= AIM OF THE TASK =
Across the whole listing, filter for the string "College" and copy every line that has it.
════
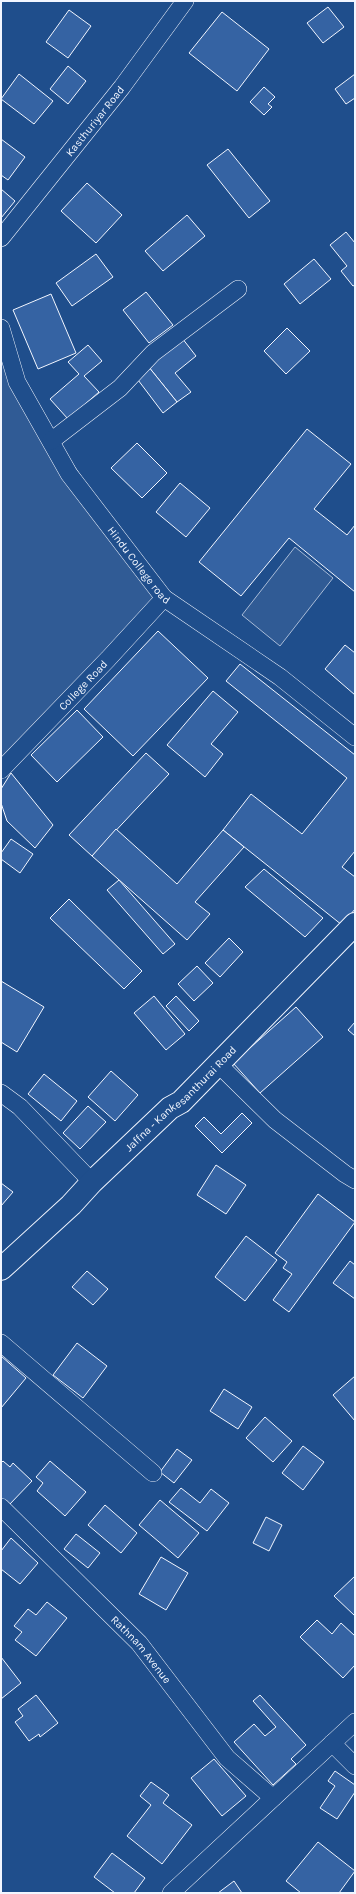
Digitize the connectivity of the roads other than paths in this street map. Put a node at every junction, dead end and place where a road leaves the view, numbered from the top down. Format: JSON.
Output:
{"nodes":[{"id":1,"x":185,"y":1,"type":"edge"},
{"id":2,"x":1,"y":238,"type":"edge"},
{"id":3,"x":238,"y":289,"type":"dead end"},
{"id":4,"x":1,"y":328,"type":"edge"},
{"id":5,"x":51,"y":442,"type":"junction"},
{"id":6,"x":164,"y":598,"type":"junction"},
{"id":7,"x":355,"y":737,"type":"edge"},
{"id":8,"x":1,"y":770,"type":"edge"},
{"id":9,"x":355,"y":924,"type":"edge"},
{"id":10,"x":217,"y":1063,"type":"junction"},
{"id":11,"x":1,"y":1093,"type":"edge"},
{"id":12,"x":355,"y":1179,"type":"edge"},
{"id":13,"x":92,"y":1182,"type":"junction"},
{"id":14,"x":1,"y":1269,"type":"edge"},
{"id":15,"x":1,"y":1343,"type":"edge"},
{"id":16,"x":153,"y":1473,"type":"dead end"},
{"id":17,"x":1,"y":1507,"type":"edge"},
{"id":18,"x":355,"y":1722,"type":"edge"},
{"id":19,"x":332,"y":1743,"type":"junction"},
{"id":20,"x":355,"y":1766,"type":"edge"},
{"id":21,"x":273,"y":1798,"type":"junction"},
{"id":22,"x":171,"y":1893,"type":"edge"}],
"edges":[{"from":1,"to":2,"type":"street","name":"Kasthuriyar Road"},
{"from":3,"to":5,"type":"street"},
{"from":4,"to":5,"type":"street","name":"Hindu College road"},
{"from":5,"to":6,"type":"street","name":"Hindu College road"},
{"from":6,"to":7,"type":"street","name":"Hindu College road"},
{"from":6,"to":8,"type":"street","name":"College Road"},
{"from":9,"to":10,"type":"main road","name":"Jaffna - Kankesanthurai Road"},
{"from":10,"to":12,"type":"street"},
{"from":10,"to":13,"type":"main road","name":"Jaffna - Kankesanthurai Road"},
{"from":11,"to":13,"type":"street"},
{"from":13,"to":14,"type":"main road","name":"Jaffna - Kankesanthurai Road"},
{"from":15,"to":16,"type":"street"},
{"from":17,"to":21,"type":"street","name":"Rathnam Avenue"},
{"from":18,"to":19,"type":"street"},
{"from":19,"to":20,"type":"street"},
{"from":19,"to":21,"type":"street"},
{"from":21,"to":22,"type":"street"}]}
════
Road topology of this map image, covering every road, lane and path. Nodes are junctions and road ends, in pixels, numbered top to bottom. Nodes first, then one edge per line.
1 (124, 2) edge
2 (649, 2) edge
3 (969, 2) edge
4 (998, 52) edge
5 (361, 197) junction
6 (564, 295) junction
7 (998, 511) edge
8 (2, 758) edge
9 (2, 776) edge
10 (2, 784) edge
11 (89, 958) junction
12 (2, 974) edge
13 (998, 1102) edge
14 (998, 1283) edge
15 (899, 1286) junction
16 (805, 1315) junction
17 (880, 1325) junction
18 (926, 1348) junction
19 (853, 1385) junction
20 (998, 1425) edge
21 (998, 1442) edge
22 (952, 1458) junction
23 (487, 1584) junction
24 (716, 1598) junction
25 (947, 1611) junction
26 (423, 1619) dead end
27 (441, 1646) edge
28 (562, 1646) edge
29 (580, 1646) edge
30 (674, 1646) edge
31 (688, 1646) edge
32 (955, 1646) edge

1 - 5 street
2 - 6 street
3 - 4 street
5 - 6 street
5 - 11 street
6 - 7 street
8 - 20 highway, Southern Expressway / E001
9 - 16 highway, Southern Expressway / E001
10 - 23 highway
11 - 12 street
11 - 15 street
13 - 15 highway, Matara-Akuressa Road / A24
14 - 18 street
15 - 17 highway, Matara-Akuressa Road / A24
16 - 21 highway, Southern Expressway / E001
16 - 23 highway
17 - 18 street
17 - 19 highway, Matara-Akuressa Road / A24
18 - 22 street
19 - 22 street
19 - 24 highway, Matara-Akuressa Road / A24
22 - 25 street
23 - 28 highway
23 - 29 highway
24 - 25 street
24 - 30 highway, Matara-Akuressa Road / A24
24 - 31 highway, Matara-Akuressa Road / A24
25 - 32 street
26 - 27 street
════
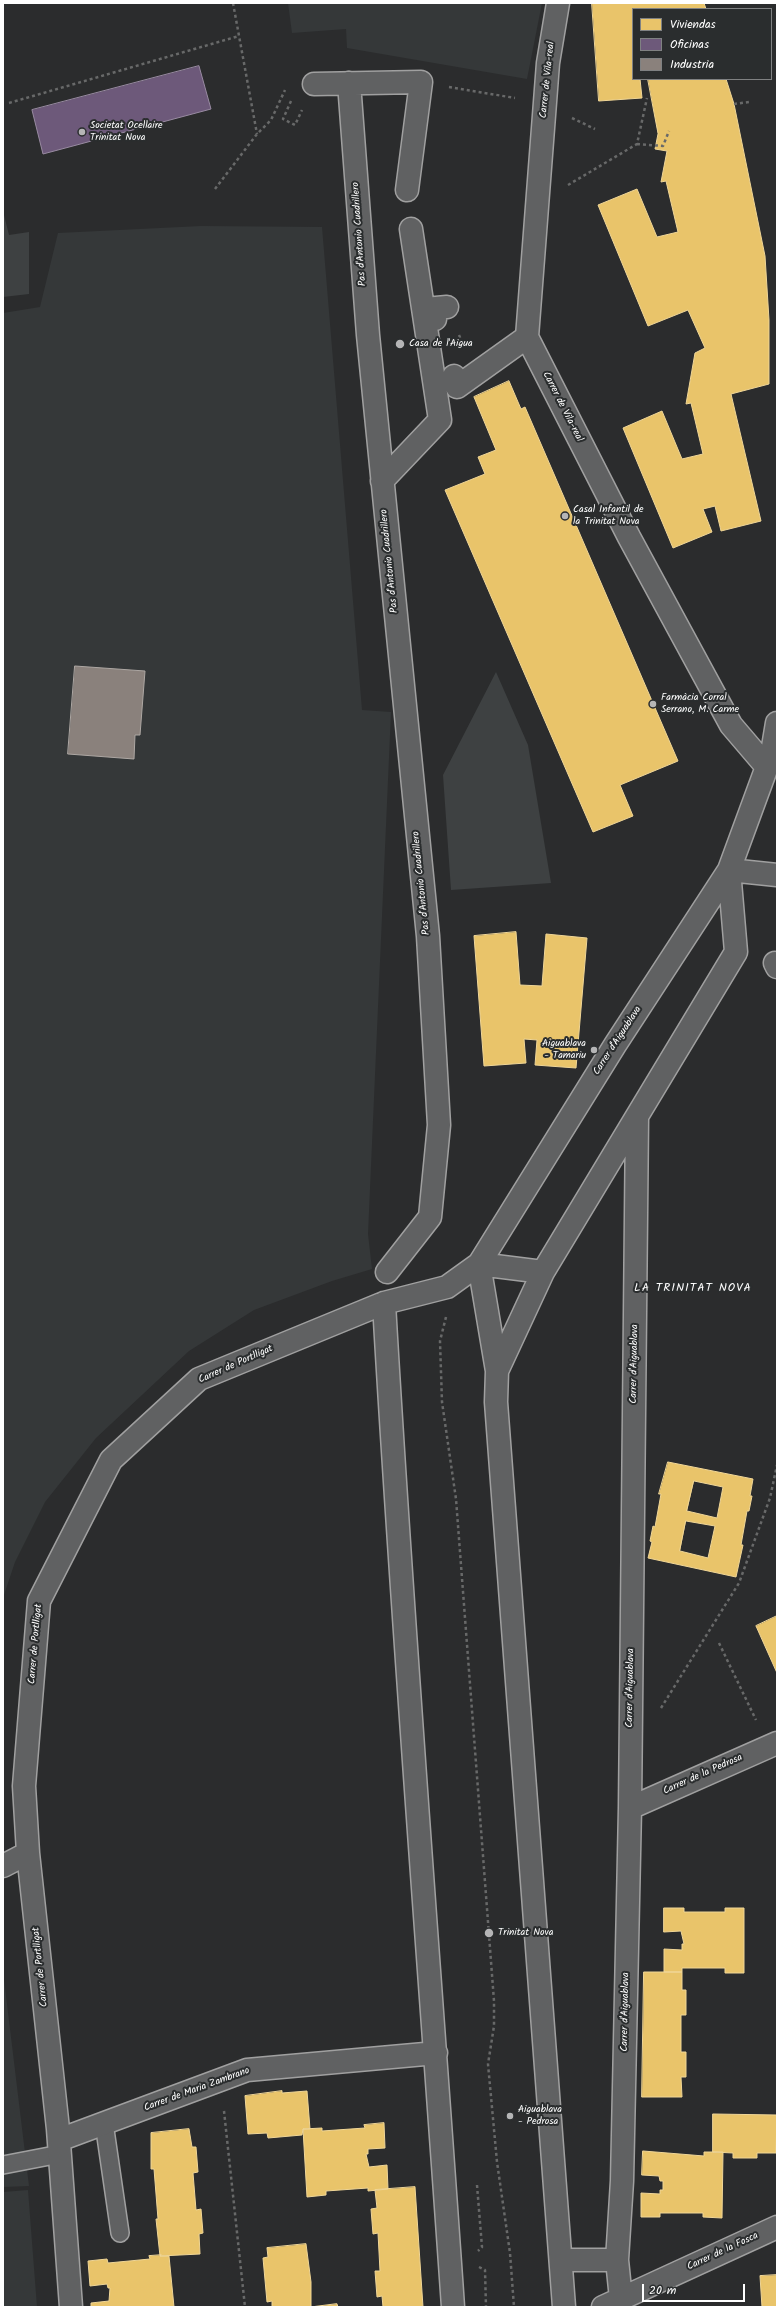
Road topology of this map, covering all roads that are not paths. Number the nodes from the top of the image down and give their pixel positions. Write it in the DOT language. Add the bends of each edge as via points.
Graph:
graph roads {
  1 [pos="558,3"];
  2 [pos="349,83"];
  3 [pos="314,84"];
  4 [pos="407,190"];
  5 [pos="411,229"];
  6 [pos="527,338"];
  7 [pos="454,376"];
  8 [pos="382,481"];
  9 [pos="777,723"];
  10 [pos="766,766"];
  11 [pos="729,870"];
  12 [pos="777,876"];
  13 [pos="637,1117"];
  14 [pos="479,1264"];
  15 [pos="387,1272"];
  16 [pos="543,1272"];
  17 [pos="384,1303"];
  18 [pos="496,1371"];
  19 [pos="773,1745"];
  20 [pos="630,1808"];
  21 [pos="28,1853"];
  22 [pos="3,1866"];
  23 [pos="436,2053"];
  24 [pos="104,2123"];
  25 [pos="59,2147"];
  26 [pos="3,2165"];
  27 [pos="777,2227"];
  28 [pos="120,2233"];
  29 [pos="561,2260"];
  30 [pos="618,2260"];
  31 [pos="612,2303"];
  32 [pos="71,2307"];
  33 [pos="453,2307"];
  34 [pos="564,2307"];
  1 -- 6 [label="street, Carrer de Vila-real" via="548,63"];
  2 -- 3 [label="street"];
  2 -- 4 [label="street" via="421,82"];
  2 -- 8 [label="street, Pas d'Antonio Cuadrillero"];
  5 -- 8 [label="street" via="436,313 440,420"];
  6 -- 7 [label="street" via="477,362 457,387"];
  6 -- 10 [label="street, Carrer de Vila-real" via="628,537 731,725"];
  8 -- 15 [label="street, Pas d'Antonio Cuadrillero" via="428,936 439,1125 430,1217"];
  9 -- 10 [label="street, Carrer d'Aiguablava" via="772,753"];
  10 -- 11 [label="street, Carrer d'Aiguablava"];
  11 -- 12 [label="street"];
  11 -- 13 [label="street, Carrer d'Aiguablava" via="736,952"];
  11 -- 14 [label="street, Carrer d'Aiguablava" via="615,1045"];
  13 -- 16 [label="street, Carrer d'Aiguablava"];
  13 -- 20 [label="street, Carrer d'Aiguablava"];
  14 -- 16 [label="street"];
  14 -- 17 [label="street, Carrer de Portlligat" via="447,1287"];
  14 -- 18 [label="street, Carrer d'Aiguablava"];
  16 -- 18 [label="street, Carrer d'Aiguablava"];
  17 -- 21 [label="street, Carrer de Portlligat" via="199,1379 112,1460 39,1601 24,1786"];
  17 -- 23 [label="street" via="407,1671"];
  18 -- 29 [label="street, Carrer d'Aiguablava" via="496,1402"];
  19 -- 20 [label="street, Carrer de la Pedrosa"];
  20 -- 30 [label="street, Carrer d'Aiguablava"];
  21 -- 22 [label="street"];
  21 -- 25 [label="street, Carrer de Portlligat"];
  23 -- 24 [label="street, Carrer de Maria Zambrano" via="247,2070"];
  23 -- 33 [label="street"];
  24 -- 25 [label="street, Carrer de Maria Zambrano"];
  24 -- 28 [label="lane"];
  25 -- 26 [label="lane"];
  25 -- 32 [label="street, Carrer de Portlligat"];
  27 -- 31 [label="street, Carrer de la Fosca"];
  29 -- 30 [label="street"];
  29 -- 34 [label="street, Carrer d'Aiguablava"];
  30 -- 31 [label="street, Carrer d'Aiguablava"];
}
════
= RESULT FOR THIS TASK =
{"from":4,"to":5,"type":"street","name":"Hindu College road"},
{"from":5,"to":6,"type":"street","name":"Hindu College road"},
{"from":6,"to":7,"type":"street","name":"Hindu College road"},
{"from":6,"to":8,"type":"street","name":"College Road"},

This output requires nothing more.